Where does Elite Dangerous: Arena fit into your plans? It gives players a very approachable experience of Elite. Arena got a life of its own because it feels like a different, but very rewarding, experience that gives you a skillset that’s transferable to the [main] game. But essentially it’s something you might want to just play a session of in the evening instead of playing another multiplayer game.
What sort of surprises came out of the alpha and beta releases?
One of the reasons they were so useful is we got really good statistics and coping mechanisms for [poor connections]. It was better than I thought it was going to be, because we’d done tests internally with people taking machines home. I remember one problem that came up during the Kickstarter campaign was people would upgrade their computer and their network connections, but quite often there will be a £10 hub sitting under their TV like a glorified extension board, which is how people regard them. But they’re not because they’re processing the data and, more importantly, they’re gatekeepers that don’t let certain things through.
Did adding planetary landings present any problems you weren’t expecting?

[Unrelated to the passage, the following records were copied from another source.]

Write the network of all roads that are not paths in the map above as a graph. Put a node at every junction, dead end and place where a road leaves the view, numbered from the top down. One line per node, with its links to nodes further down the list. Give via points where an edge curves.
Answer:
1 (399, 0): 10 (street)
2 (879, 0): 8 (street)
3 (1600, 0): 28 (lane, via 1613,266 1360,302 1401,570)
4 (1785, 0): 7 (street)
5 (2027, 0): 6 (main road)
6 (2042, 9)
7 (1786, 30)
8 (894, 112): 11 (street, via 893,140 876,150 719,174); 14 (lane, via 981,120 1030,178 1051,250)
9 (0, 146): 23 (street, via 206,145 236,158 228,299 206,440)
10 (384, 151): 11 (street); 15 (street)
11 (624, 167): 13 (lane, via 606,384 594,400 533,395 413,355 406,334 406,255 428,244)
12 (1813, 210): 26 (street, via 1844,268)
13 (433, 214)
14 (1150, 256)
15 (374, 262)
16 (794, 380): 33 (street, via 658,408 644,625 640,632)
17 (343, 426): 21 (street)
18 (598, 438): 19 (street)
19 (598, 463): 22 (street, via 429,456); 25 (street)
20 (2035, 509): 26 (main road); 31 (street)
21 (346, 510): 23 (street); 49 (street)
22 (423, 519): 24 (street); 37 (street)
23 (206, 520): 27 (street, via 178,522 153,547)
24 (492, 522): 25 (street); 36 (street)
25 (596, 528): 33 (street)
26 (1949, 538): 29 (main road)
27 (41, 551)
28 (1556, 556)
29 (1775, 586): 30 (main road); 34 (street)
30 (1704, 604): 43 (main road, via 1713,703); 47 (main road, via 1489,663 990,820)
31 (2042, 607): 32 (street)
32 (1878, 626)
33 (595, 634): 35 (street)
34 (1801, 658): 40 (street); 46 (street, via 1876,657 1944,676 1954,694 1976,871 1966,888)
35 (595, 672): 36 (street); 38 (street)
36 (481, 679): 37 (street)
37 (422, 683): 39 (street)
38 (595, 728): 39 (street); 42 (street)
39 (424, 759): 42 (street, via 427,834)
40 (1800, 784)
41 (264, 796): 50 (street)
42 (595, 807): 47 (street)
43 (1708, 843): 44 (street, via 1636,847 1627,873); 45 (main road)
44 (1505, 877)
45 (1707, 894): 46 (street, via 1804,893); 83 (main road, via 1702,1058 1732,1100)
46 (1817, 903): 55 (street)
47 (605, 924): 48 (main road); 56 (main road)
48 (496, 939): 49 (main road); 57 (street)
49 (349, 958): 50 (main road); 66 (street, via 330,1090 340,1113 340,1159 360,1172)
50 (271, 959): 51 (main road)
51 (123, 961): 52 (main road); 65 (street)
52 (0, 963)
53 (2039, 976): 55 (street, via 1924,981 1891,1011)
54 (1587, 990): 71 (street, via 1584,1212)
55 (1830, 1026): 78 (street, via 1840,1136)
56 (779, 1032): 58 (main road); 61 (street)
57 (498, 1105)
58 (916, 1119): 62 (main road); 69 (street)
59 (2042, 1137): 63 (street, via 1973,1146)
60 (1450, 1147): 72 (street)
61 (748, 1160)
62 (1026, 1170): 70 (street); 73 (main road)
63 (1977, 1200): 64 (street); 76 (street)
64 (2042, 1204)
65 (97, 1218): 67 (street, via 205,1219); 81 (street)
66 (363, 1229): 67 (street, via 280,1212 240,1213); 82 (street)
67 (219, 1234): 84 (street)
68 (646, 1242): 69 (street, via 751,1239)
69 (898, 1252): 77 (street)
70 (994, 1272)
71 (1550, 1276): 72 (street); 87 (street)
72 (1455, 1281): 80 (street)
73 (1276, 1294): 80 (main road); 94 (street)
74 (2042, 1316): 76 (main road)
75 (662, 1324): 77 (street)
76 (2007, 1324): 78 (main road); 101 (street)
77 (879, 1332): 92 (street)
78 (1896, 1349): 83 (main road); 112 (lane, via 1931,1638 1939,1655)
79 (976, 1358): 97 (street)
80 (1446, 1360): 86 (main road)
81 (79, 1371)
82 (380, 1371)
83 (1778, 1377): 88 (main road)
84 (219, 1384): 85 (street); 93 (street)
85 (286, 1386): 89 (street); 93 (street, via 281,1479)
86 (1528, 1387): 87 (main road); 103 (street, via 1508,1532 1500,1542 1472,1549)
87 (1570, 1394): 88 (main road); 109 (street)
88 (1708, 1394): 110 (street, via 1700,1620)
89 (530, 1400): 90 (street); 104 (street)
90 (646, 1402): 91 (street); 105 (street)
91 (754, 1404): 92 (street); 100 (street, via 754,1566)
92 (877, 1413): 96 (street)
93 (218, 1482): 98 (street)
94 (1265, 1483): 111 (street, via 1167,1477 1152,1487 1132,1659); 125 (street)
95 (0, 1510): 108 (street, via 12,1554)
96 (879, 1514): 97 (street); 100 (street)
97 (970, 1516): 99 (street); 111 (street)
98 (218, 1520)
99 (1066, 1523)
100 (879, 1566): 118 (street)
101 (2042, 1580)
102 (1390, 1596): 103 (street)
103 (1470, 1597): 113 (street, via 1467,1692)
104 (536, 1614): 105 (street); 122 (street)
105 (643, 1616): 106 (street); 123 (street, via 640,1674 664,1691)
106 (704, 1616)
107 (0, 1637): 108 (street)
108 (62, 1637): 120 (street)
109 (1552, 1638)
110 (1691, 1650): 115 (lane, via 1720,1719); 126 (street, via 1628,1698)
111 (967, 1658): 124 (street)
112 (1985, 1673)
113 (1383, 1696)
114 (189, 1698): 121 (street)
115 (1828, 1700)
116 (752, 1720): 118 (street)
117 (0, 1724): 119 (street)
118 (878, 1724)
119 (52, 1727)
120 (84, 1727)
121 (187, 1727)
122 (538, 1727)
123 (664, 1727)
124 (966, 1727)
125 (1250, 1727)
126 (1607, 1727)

We knew technically there was so much work behind that to get it to work well, particularly in a multiplayer world. The problem is when you think about how many stupid number of polygons there are on a planet’s surface – just how physically big it is. Given that we’ve got environments that are much bigger than the surface of the Earth, that makes for horrendous draw distances. And you’ve got to make sure the tech can cope with that. I don’t mean just the draw distances out to the sun or other stars in the galaxy, I mean even just draw distances across a human scale – to the next mountain.